WHAT IS NEEDED -
Report each line of the records below that holds the word "Ilamar".

Stored records
=== Section Start ===

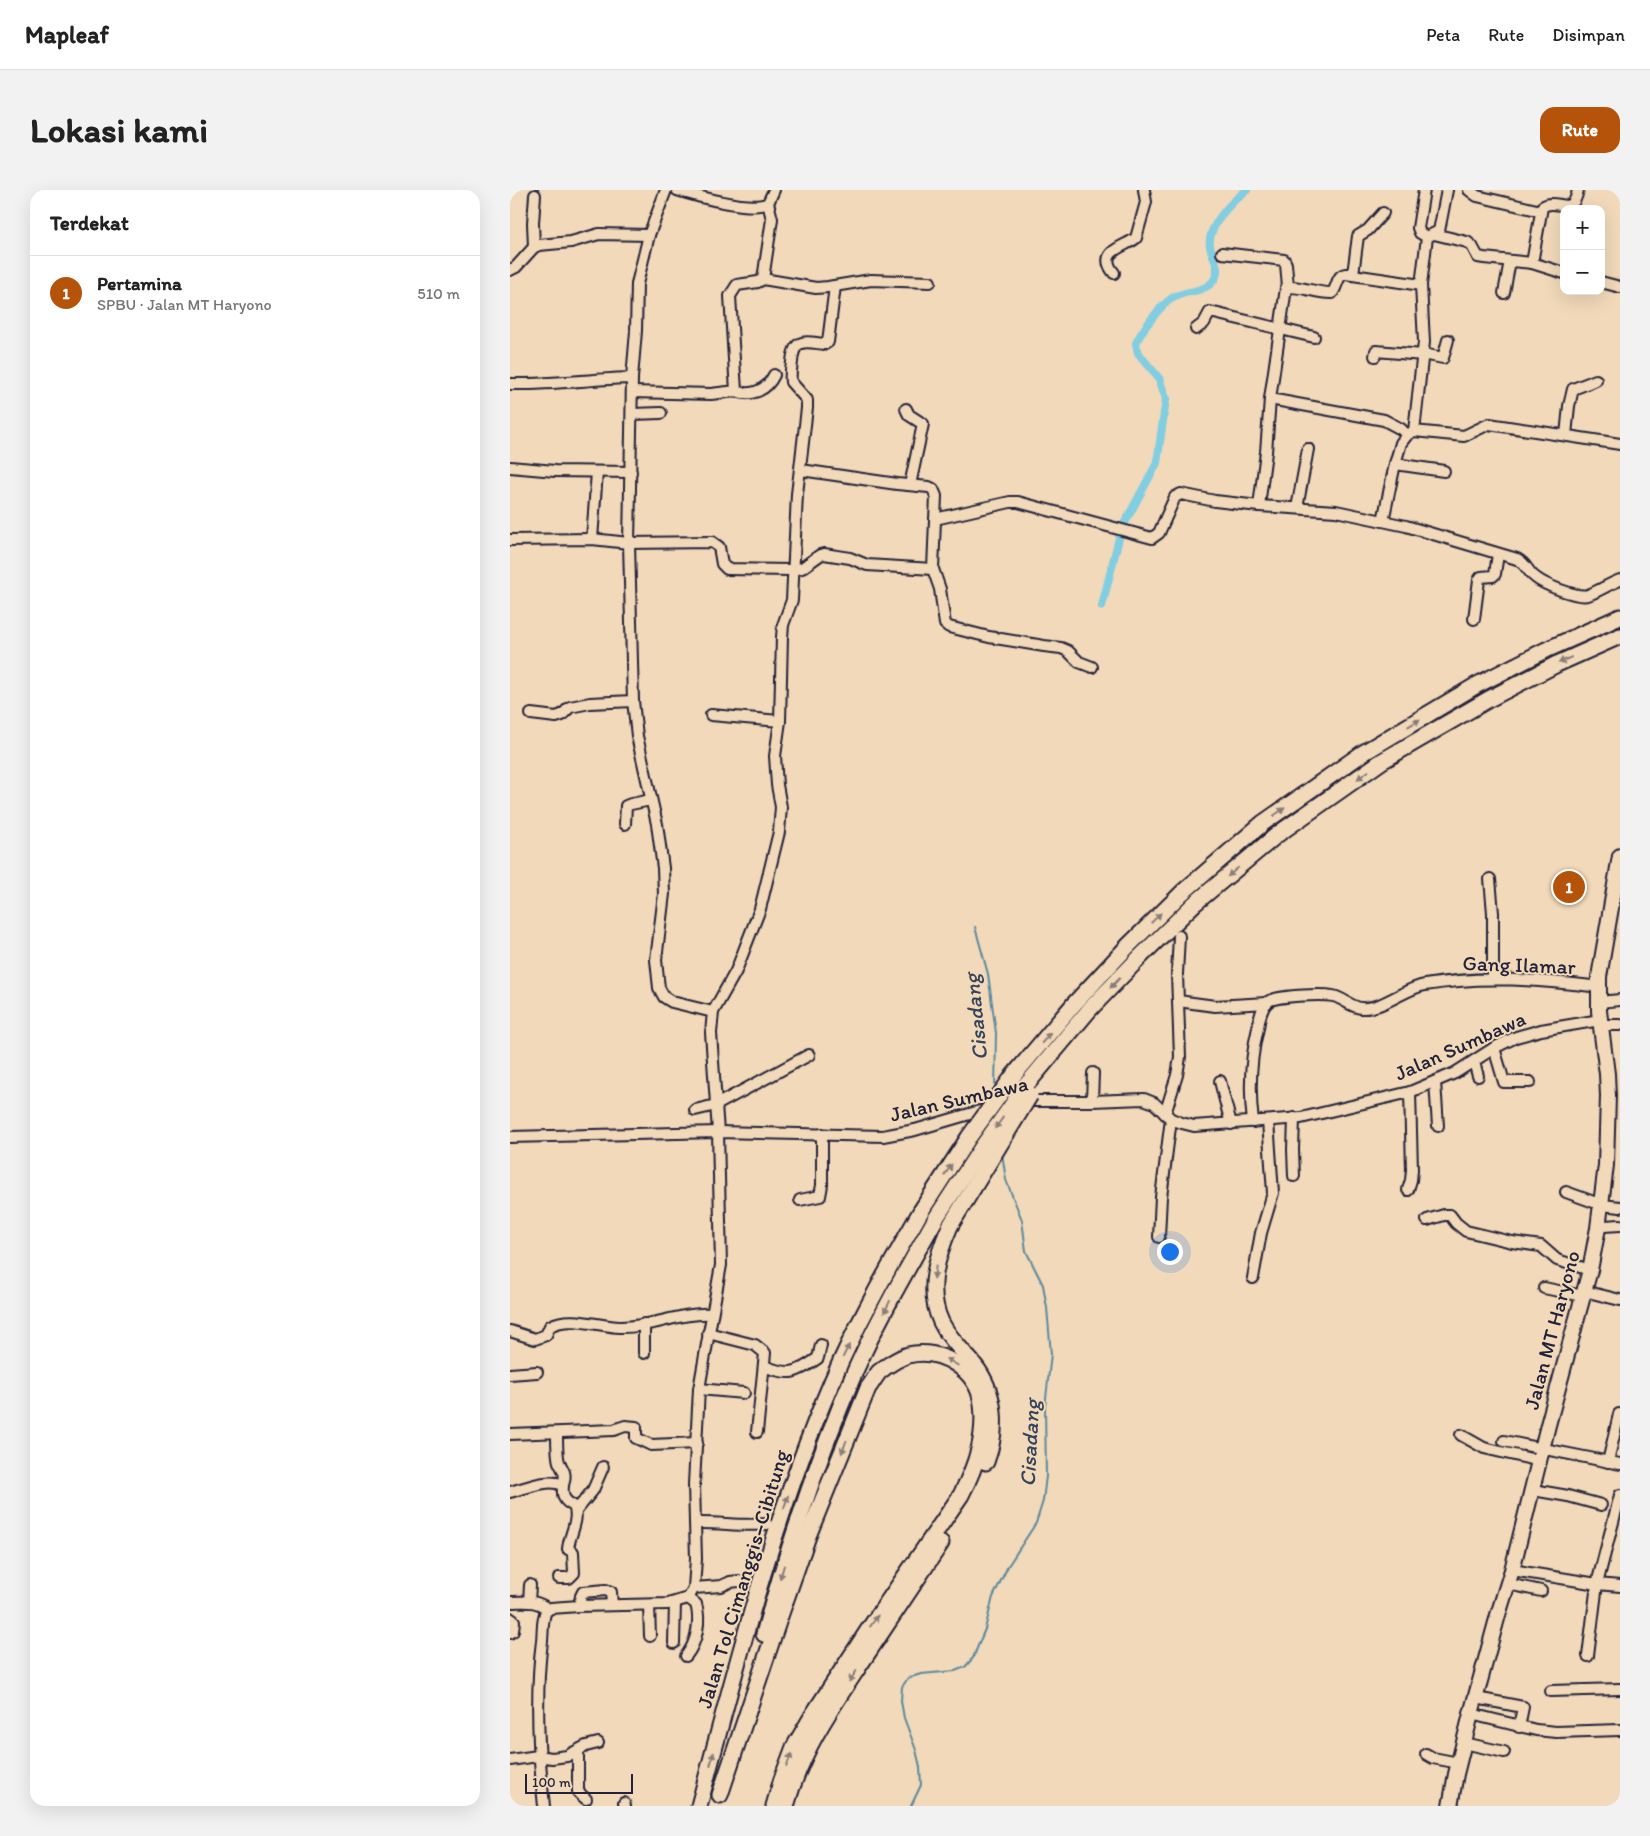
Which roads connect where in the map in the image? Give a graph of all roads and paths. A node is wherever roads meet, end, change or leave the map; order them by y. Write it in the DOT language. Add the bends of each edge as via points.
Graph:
graph roads {
  1 [pos="669,190"];
  2 [pos="677,190"];
  3 [pos="774,190"];
  4 [pos="1144,190"];
  5 [pos="1424,190"];
  6 [pos="1447,190"];
  7 [pos="1469,190"];
  8 [pos="1578,190"];
  9 [pos="535,195"];
  10 [pos="768,203"];
  11 [pos="1571,205"];
  12 [pos="1560,206"];
  13 [pos="1541,211"];
  14 [pos="1383,213"];
  15 [pos="649,235"];
  16 [pos="1430,236"];
  17 [pos="534,246"];
  18 [pos="1222,253"];
  19 [pos="1510,261"];
  20 [pos="1532,263"];
  21 [pos="510,270"];
  22 [pos="1560,272"];
  23 [pos="1114,273"];
  24 [pos="1353,274"];
  25 [pos="763,279"];
  26 [pos="930,282"];
  27 [pos="1605,283"];
  28 [pos="1421,284"];
  29 [pos="835,286"];
  30 [pos="1288,287"];
  31 [pos="1620,287"];
  32 [pos="1504,293"];
  33 [pos="1281,328"];
  34 [pos="1196,329"];
  35 [pos="1314,337"];
  36 [pos="1448,340"];
  37 [pos="1423,355"];
  38 [pos="1375,356"];
  39 [pos="774,375"];
  40 [pos="632,378"];
  41 [pos="1596,380"];
  42 [pos="510,384"];
  43 [pos="736,391"];
  44 [pos="632,392"];
  45 [pos="1270,399"];
  46 [pos="906,409"];
  47 [pos="661,413"];
  48 [pos="632,414"];
  49 [pos="1410,433"];
  50 [pos="1566,435"];
  51 [pos="1620,444"];
  52 [pos="1308,449"];
  53 [pos="1395,464"];
  54 [pos="510,467"];
  55 [pos="801,470"];
  56 [pos="1444,471"];
  57 [pos="597,472"];
  58 [pos="630,472"];
  59 [pos="910,485"];
  60 [pos="1259,506"];
  61 [pos="1298,508"];
  62 [pos="935,519"];
  63 [pos="1383,521"];
  64 [pos="592,539"];
  65 [pos="510,540"];
  66 [pos="629,543"];
  67 [pos="1498,554"];
  68 [pos="933,569"];
  69 [pos="792,570"];
  70 [pos="1620,580"];
  71 [pos="1620,617"];
  72 [pos="1474,619"];
  73 [pos="1614,638"];
  74 [pos="1092,667"];
  75 [pos="633,702"];
  76 [pos="531,714"];
  77 [pos="711,715"];
  78 [pos="780,721"];
  79 [pos="651,800"];
  80 [pos="625,824"];
  81 [pos="1620,856"];
  82 [pos="1490,879"];
  83 [pos="1179,936"];
  84 [pos="1493,978"];
  85 [pos="1599,987"];
  86 [pos="1620,1000"];
  87 [pos="1178,1001"];
  88 [pos="1599,1002"];
  89 [pos="1266,1003"];
  90 [pos="713,1012"];
  91 [pos="1600,1022"];
  92 [pos="1620,1024"];
  93 [pos="1494,1048"];
  94 [pos="809,1054"];
  95 [pos="1474,1062"];
  96 [pos="1093,1073"];
  97 [pos="1478,1076"];
  98 [pos="1220,1081"];
  99 [pos="1435,1082"];
  100 [pos="1530,1082"];
  101 [pos="1031,1087"];
  102 [pos="1410,1092"];
  103 [pos="1092,1101"];
  104 [pos="716,1106"];
  105 [pos="695,1110"];
  106 [pos="1168,1116"];
  107 [pos="1294,1118"];
  108 [pos="1268,1121"];
  109 [pos="1253,1122"];
  110 [pos="1231,1124"];
  111 [pos="1438,1126"];
  112 [pos="718,1132"];
  113 [pos="822,1134"];
  114 [pos="510,1137"];
  115 [pos="1294,1176"];
  116 [pos="1408,1190"];
  117 [pos="1566,1192"];
  118 [pos="800,1200"];
  119 [pos="1602,1205"];
  120 [pos="1620,1206"];
  121 [pos="1427,1220"];
  122 [pos="1620,1225"];
  123 [pos="1598,1228"];
  124 [pos="1159,1237"];
  125 [pos="1590,1270"];
  126 [pos="1253,1278"];
  127 [pos="1544,1288"];
  128 [pos="1584,1293"];
  129 [pos="1620,1300"];
  130 [pos="712,1314"];
  131 [pos="644,1324"];
  132 [pos="510,1331"];
  133 [pos="708,1333"];
  134 [pos="821,1345"];
  135 [pos="644,1353"];
  136 [pos="764,1366"];
  137 [pos="537,1372"];
  138 [pos="510,1374"];
  139 [pos="699,1389"];
  140 [pos="744,1393"];
  141 [pos="1620,1415"];
  142 [pos="757,1432"];
  143 [pos="557,1433"];
  144 [pos="510,1434"];
  145 [pos="1461,1435"];
  146 [pos="1504,1441"];
  147 [pos="697,1443"];
  148 [pos="1541,1455"];
  149 [pos="1608,1462"];
  150 [pos="1620,1464"];
  151 [pos="603,1467"];
  152 [pos="563,1485"];
  153 [pos="1533,1490"];
  154 [pos="510,1492"];
  155 [pos="1620,1495"];
  156 [pos="1601,1504"];
  157 [pos="576,1511"];
  158 [pos="696,1524"];
  159 [pos="767,1524"];
  160 [pos="1512,1570"];
  161 [pos="559,1578"];
  162 [pos="739,1581"];
  163 [pos="1508,1584"];
  164 [pos="1597,1584"];
  165 [pos="530,1585"];
  166 [pos="1620,1586"];
  167 [pos="694,1588"];
  168 [pos="1541,1591"];
  169 [pos="688,1598"];
  170 [pos="510,1602"];
  171 [pos="529,1602"];
  172 [pos="675,1603"];
  173 [pos="612,1605"];
  174 [pos="649,1605"];
  175 [pos="579,1606"];
  176 [pos="548,1609"];
  177 [pos="510,1618"];
  178 [pos="510,1634"];
  179 [pos="650,1636"];
  180 [pos="674,1643"];
  181 [pos="686,1656"];
  182 [pos="1588,1656"];
  183 [pos="1620,1689"];
  184 [pos="1551,1691"];
  185 [pos="1476,1698"];
  186 [pos="1471,1714"];
  187 [pos="1519,1727"];
  188 [pos="1620,1730"];
  189 [pos="598,1743"];
  190 [pos="1464,1743"];
  191 [pos="578,1751"];
  192 [pos="1504,1752"];
  193 [pos="1426,1754"];
  194 [pos="538,1756"];
  195 [pos="510,1760"];
  196 [pos="1459,1763"];
  197 [pos="586,1799"];
  198 [pos="718,1801"];
  199 [pos="544,1806"];
  200 [pos="699,1806"];
  201 [pos="774,1806"];
  202 [pos="786,1806"];
  203 [pos="1452,1806"];
  1 -- 15 [label="street"];
  2 -- 10 [label="street" via="754,207"];
  3 -- 10 [label="street"];
  4 -- 23 [label="street" via="1146,202 1136,238 1116,248 1110,256 1109,265"];
  5 -- 16 [label="street" via="1418,228 1420,233"];
  6 -- 16 [label="street" via="1439,231"];
  7 -- 13 [label="street" via="1477,196"];
  8 -- 11 [label="street" via="1576,201"];
  9 -- 17 [label="street"];
  10 -- 25 [label="street" via="772,219"];
  12 -- 13 [label="street" via="1544,205"];
  13 -- 20 [label="street"];
  14 -- 24 [label="street" via="1358,236"];
  15 -- 17 [label="street" via="599,234 571,242"];
  15 -- 40 [label="street" via="636,284"];
  16 -- 19 [label="street" via="1467,242 1478,257"];
  16 -- 28 [label="street"];
  17 -- 21 [label="street"];
  18 -- 30 [label="street" via="1284,260"];
  19 -- 20 [label="street"];
  19 -- 32 [label="street"];
  20 -- 22 [label="street"];
  24 -- 28 [label="street"];
  24 -- 30 [label="street" via="1343,274 1332,293"];
  25 -- 29 [label="street" via="816,288"];
  25 -- 43 [label="street" via="737,285 730,296"];
  26 -- 29 [label="street" via="871,280"];
  27 -- 31 [label="street"];
  28 -- 37 [label="street"];
  29 -- 55 [label="street" via="828,342 801,342 793,351 790,379 808,406"];
  30 -- 33 [label="street"];
  33 -- 34 [label="street" via="1210,312"];
  33 -- 35 [label="street"];
  33 -- 45 [label="street"];
  36 -- 37 [label="street" via="1443,358"];
  37 -- 38 [label="street" via="1386,346 1376,351"];
  37 -- 49 [label="street"];
  39 -- 43 [label="street" via="766,386 756,392 744,394"];
  40 -- 42 [label="street" via="547,385"];
  40 -- 44 [label="street"];
  41 -- 50 [label="street" via="1573,389"];
  43 -- 44 [label="street" via="704,394"];
  44 -- 48 [label="street"];
  45 -- 49 [label="street" via="1384,420"];
  45 -- 60 [label="street"];
  46 -- 59 [label="street" via="909,415 923,424"];
  47 -- 48 [label="street"];
  48 -- 58 [label="street"];
  49 -- 50 [label="street" via="1464,436 1489,424"];
  49 -- 53 [label="street" via="1401,443"];
  50 -- 51 [label="street"];
  52 -- 61 [label="street"];
  53 -- 56 [label="street"];
  53 -- 63 [label="street"];
  54 -- 57 [label="street"];
  55 -- 59 [label="street"];
  55 -- 69 [label="street"];
  57 -- 58 [label="street"];
  57 -- 64 [label="street"];
  58 -- 66 [label="street"];
  59 -- 62 [label="street" via="933,489 936,496"];
  60 -- 61 [label="street"];
  60 -- 62 [label="street" via="1181,494 1175,497 1158,533 1152,538 1018,502"];
  61 -- 63 [label="street" via="1336,511"];
  62 -- 68 [label="street"];
  63 -- 67 [label="street"];
  64 -- 65 [label="street"];
  64 -- 66 [label="street"];
  66 -- 69 [label="street" via="712,542 719,547 722,564 727,568"];
  66 -- 75 [label="street"];
  67 -- 70 [label="street" via="1524,563 1539,580 1571,593 1587,596"];
  67 -- 72 [label="street" via="1493,576 1479,580"];
  68 -- 69 [label="street" via="867,565 850,558 824,554 802,568"];
  68 -- 74 [label="street" via="946,626 989,637 1061,648 1079,662"];
  69 -- 78 [label="street" via="792,600 782,637"];
  200 -- 71 [label="highway, Jalan Tol Cimanggis–Cibitung, one-way, bridge" via="772,1544 804,1452 841,1361 921,1211 1014,1075 1129,945 1183,892 1263,823 1363,753 1477,685"];
  73 -- 101 [label="highway, Jalan Tol Cimanggis–Cibitung, one-way" via="1489,699 1382,761 1278,834 1194,904 1142,954 1090,1010"];
  75 -- 76 [label="street" via="584,704 570,707 556,717"];
  75 -- 79 [label="street"];
  77 -- 78 [label="street"];
  78 -- 90 [label="street" via="775,756 781,807 777,840 755,924 736,971"];
  79 -- 80 [label="street" via="626,806"];
  79 -- 90 [label="street" via="664,885 656,960 659,988 672,1002"];
  81 -- 85 [label="main road, Jalan MT Haryono"];
  82 -- 84 [label="street" via="1494,913"];
  83 -- 87 [label="street"];
  84 -- 85 [label="street, Gang Ilamar"];
  84 -- 89 [label="street, Gang Ilamar" via="1424,985 1360,1008 1332,996 1279,998"];
  85 -- 88 [label="main road, Jalan MT Haryono"];
  86 -- 88 [label="street"];
  87 -- 89 [label="street" via="1216,1006"];
  87 -- 106 [label="street" via="1180,1057"];
  88 -- 91 [label="main road, Jalan MT Haryono"];
  89 -- 109 [label="street" via="1256,1035 1250,1078"];
  90 -- 104 [label="street" via="711,1043"];
  91 -- 92 [label="street, Jalan Sumbawa"];
  91 -- 93 [label="street, Jalan Sumbawa" via="1525,1034"];
  91 -- 119 [label="main road, Jalan MT Haryono" via="1608,1096"];
  93 -- 95 [label="street, Jalan Sumbawa"];
  93 -- 100 [label="street" via="1504,1082"];
  94 -- 104 [label="street"];
  95 -- 97 [label="street"];
  95 -- 99 [label="street, Jalan Sumbawa"];
  96 -- 103 [label="street"];
  98 -- 110 [label="street"];
  99 -- 102 [label="street, Jalan Sumbawa"];
  99 -- 111 [label="street"];
  101 -- 198 [label="highway, Jalan Tol Cimanggis–Cibitung, one-way, bridge" via="982,1147 936,1218 892,1295 857,1368 795,1529"];
  101 -- 202 [label="highway, one-way, bridge" via="950,1226 938,1253 934,1277 935,1302 941,1322 987,1385 994,1426 990,1452 968,1500 822,1722 804,1755"];
  102 -- 107 [label="street, Jalan Sumbawa"];
  102 -- 116 [label="street" via="1412,1170"];
  103 -- 106 [label="street, Jalan Sumbawa" via="1144,1099"];
  103 -- 113 [label="street, Jalan Sumbawa" via="1005,1104 905,1133 883,1136"];
  104 -- 105 [label="street"];
  104 -- 112 [label="street"];
  106 -- 110 [label="street, Jalan Sumbawa" via="1190,1126"];
  106 -- 124 [label="street"];
  107 -- 108 [label="street, Jalan Sumbawa"];
  107 -- 115 [label="street"];
  108 -- 109 [label="street, Jalan Sumbawa"];
  108 -- 126 [label="street" via="1273,1193 1261,1233"];
  109 -- 110 [label="street, Jalan Sumbawa"];
  112 -- 113 [label="street, Jalan Sumbawa"];
  112 -- 114 [label="street, Jalan Sumbawa"];
  112 -- 130 [label="street" via="721,1265"];
  113 -- 118 [label="street" via="820,1196"];
  117 -- 119 [label="street"];
  119 -- 120 [label="street"];
  119 -- 123 [label="main road, Jalan MT Haryono"];
  121 -- 125 [label="street" via="1448,1214 1466,1231 1541,1246 1557,1260"];
  122 -- 123 [label="street"];
  123 -- 125 [label="main road, Jalan MT Haryono"];
  125 -- 128 [label="main road, Jalan MT Haryono"];
  127 -- 128 [label="street"];
  128 -- 129 [label="street"];
  128 -- 148 [label="main road, Jalan MT Haryono"];
  130 -- 131 [label="street"];
  130 -- 133 [label="street"];
  131 -- 132 [label="street" via="620,1327 559,1322 550,1326 546,1335 538,1339"];
  131 -- 135 [label="street"];
  133 -- 136 [label="street" via="755,1345 765,1353"];
  133 -- 139 [label="street"];
  134 -- 136 [label="street" via="818,1358 793,1373 785,1374"];
  136 -- 142 [label="street"];
  137 -- 138 [label="street"];
  139 -- 140 [label="street"];
  139 -- 147 [label="street"];
  141 -- 149 [label="street"];
  143 -- 144 [label="street"];
  143 -- 147 [label="street" via="614,1430 625,1426 636,1428 636,1438 651,1445"];
  143 -- 152 [label="street" via="559,1462 564,1467"];
  145 -- 148 [label="street" via="1484,1448"];
  146 -- 148 [label="street"];
  147 -- 158 [label="street"];
  148 -- 149 [label="street"];
  148 -- 153 [label="main road, Jalan MT Haryono"];
  149 -- 150 [label="street"];
  151 -- 157 [label="street" via="593,1490"];
  152 -- 154 [label="street" via="547,1483"];
  152 -- 157 [label="street" via="562,1496"];
  153 -- 156 [label="street"];
  153 -- 160 [label="main road, Jalan MT Haryono"];
  155 -- 164 [label="street"];
  157 -- 161 [label="street" via="568,1549 573,1552 574,1573 569,1578"];
  158 -- 159 [label="street"];
  158 -- 167 [label="street"];
  160 -- 163 [label="main road, Jalan MT Haryono"];
  160 -- 164 [label="street"];
  162 -- 167 [label="street"];
  163 -- 168 [label="street"];
  163 -- 185 [label="main road, Jalan MT Haryono"];
  164 -- 166 [label="street"];
  164 -- 182 [label="street"];
  165 -- 171 [label="street"];
  167 -- 169 [label="street"];
  169 -- 172 [label="street"];
  169 -- 181 [label="street" via="696,1604 698,1627"];
  170 -- 171 [label="street"];
  171 -- 176 [label="street" via="540,1603"];
  172 -- 174 [label="street"];
  172 -- 180 [label="street"];
  173 -- 174 [label="street"];
  173 -- 175 [label="street"];
  173 -- 175 [label="street" via="611,1592 606,1590 583,1592"];
  174 -- 179 [label="street"];
  175 -- 176 [label="street"];
  176 -- 194 [label="street" via="540,1660"];
  177 -- 178 [label="street" via="514,1621 514,1631"];
  183 -- 184 [label="street"];
  185 -- 186 [label="main road, Jalan MT Haryono"];
  185 -- 187 [label="street" via="1523,1707"];
  186 -- 187 [label="street"];
  186 -- 190 [label="main road, Jalan MT Haryono"];
  187 -- 188 [label="street" via="1556,1732"];
  189 -- 191 [label="street"];
  190 -- 192 [label="street"];
  190 -- 196 [label="main road, Jalan MT Haryono"];
  191 -- 194 [label="street" via="561,1757"];
  191 -- 197 [label="street" via="578,1792"];
  193 -- 196 [label="street"];
  194 -- 195 [label="street"];
  194 -- 199 [label="street"];
  196 -- 203 [label="main road, Jalan MT Haryono"];
  201 -- 198 [label="highway, one-way" via="794,1748 814,1713 961,1496 973,1472 980,1450 982,1403 970,1377 958,1364 940,1356 908,1355 878,1373 868,1388 805,1546"];
}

=== Section End ===

TASK OUTPUT -
  84 -- 85 [label="street, Gang Ilamar"];
  84 -- 89 [label="street, Gang Ilamar" via="1424,985 1360,1008 1332,996 1279,998"];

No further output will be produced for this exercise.